Walter Burton Harris (29 August 1866 – 4 April 1933[1]) was a journalist, writer, traveller and socialite who achieved fame for his writings on Morocco, where he worked for many years as special correspondent for The Times.[2] He settled in the country at the age of 19, eventually building himself a fine villa in Tangier where he lived for much of his life. His linguistic skills and physical appearance enabled him to pose successfully as a native Moroccan, travelling to parts of the country regarded as off-limits to foreigners. He wrote a number of well-regarded books and articles on his travels in Morocco and other countries in the Near and Far East. Harris also played a significant, though not always constructive, role in the European diplomatic intrigues that affected Morocco around the turn of the 20th century.

Early career and travels

Harris was born in London as the second son of a prosperous shipping and insurance broker,[3] Frederick W. Harris. His siblings included Sir Austin Edward Harris, who became a noted banker, and Frederick Leverton Harris, a British Member of Parliament.
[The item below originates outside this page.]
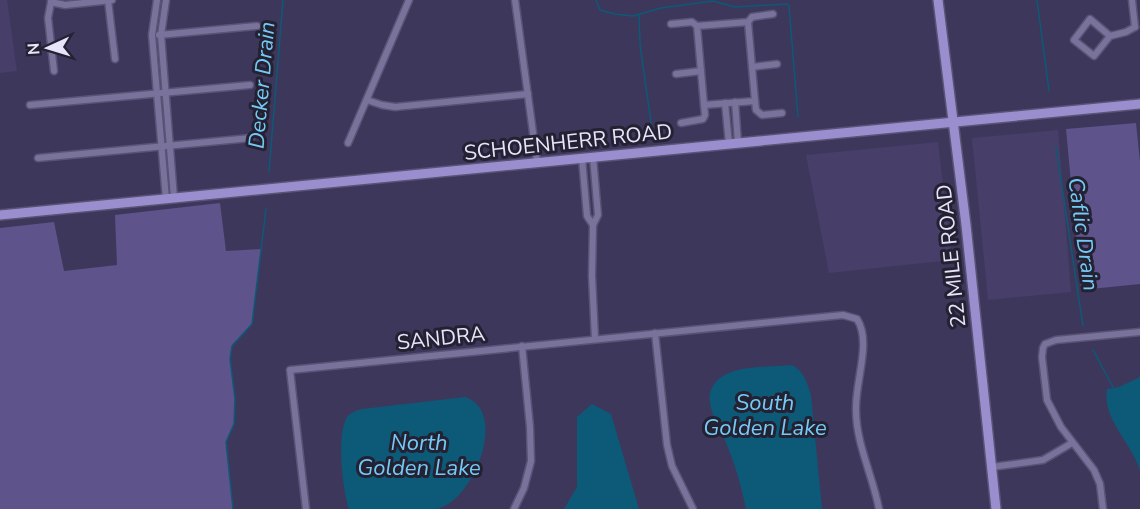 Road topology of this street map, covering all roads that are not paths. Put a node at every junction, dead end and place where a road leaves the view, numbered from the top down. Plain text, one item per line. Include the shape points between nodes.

He was educated at Harrow School and (briefly) at Cambridge University and had already managed to travel around the world by the age of 18.[1][4]

In 1887 he accompanied a British diplomatic mission to Morocco and settled in Tangier at the age of 19. He was briefly married to Lady Mary Savile, the daughter of the 4th Earl of Mexborough from 1898 to 1906,[3] but the marriage was annulled on the grounds of non-consummation.[5] He lived an openly homosexual, tending towards paedophilic, lifestyle thereafter, though this was little hindrance in the social milieu of Tangier at the time.[3] He was independently wealthy, living off a personal allowance and a stipend from The Times, and was an ambitious social climber who associated with royalty and high-ranking politicians.[6]
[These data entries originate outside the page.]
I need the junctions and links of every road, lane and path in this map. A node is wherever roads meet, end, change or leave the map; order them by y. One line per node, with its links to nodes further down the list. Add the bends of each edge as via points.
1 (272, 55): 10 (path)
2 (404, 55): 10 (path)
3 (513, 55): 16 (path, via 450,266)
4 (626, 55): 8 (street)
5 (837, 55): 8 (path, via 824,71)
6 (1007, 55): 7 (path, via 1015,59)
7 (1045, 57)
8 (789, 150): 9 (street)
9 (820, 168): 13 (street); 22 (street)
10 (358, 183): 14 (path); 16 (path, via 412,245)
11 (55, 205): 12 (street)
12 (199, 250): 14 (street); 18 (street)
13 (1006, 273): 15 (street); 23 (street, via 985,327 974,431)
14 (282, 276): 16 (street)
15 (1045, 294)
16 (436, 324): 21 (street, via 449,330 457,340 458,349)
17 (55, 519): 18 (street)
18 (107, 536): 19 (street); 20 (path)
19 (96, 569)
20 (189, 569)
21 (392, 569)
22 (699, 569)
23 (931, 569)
Harris was a fluent speaker of French, Spanish and Moroccan Arabic, and his physical features were such that he could pass for a native Moroccan. This enabled him to travel undetected into the interior of Morocco, which was at the time off-limits to outsiders, and thus see and describe places that no European had been to. During his travels he disguised himself as an inhabitant of the Rif, looking (as The Times put it) like "the complete fanatical-looking type, with shaven head but for a foot-long lock hanging from the crown, red guncase for turban, short brown jelab, bare reddish-tanned neck and legs, carrying a long native musket, and glancing furtively as he went, just as such men from home do."[1]

He soon won the respect of the Moroccans for his exploits and made some unlikely friends, such as the mountain chieftain Raisuni who repeatedly fought the Moroccan government (and later the Spanish) during the first 25 years of the 20th century. Harris was captured and briefly imprisoned by Raisuni, regaining his freedom via a prisoner exchange, but came to establish a friendship with the chieftain and later wrote admiringly about him. He was also a confidant of at least three Moroccan sultans and built himself a fine villa near Tangier, which he called Villa Harris.[3]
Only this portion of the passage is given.